A preliminary investigation of water storage in check-dams across China's Loess Plateau using electrical resistivity tomography

Check dams are typical deposition sites that trap and store eroded sediments from uplands and are widely constructed on China's Loess Plateau (LP) as an effective soil and water conservation practice. Compared with slope land (SL), check-dam land (DL) may store more water resources and play an important role in food production and water regulation in watersheds. However, little is known about the water distribution characteristics and driving factors of DL. In this study, we investigated seven DLs in different regions of the LP and four SLs under different land uses using the non-invasive electrical resistivity tomography (ERT) technique and established a nonlinear model correlating electrical resistivity (rho) and soil water content (theta(v)).
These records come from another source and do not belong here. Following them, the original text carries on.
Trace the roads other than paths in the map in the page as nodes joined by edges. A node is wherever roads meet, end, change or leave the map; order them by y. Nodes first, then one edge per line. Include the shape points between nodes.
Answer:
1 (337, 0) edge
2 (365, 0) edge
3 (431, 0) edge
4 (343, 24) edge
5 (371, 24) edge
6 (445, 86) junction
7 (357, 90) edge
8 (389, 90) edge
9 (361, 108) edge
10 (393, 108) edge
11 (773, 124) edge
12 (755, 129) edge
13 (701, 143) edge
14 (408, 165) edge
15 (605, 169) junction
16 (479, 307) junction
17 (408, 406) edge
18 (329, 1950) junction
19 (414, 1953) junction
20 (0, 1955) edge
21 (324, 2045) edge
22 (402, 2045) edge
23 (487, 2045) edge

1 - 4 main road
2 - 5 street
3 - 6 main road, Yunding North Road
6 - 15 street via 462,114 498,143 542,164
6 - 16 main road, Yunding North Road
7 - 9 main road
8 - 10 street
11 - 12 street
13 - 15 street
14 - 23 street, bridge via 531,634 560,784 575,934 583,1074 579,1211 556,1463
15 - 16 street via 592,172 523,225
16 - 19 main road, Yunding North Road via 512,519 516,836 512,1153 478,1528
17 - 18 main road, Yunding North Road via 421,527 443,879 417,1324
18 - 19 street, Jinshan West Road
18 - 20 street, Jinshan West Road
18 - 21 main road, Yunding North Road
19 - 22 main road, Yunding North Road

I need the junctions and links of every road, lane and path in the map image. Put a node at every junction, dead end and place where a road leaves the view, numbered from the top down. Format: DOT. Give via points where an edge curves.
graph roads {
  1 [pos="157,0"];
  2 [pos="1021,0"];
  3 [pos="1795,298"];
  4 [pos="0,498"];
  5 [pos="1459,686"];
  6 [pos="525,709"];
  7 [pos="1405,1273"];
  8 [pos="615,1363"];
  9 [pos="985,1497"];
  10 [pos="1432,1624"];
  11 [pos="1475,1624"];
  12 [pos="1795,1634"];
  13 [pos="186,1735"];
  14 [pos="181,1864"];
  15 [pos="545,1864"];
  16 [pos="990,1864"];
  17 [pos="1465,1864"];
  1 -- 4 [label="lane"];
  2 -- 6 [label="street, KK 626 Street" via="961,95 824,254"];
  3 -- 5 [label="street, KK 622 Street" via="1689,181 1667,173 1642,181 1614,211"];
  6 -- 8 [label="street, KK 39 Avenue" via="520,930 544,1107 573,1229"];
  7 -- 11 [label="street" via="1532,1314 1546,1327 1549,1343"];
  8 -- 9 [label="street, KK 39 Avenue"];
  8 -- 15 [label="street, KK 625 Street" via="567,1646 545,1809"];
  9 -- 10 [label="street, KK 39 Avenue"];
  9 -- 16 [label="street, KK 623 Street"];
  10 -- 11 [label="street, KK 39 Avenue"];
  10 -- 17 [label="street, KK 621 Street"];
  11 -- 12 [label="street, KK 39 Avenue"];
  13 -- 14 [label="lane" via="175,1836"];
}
The results showed that theta(v) can be successfully estimated by rho using the power function model according to the coefficient of determination (R-2 = 0.77) and root-mean-square error (RMSE = 0.035 cm(3)/cm(3)), indicating that ERT is applicable for estimating water resources in the loessal region. Generally, the distribution of DL water resources can be divided into three types: (i) unsaturated throughout the entire profile, (ii) unsaturated in the top but saturated in the lower profile and (iii) approximately saturated throughout the profile with minimal spatial variation. The different water distribution characteristics among the DLs may be related to the soil texture, land use type and drainage facility. The total mean water storage in the 0-4 m profile of DL for different land-use types was 1.5-2.0 times higher than that of SL. Therefore, DL water stores should not be ignored when assessing hydrological cycles and the water budget in a watershed in the LP. Future research should be implemented to understand the hydrological processes and ecological effects of both DL and SL to optimize water management strategies with sustainable ecosystem functions in the loessal region.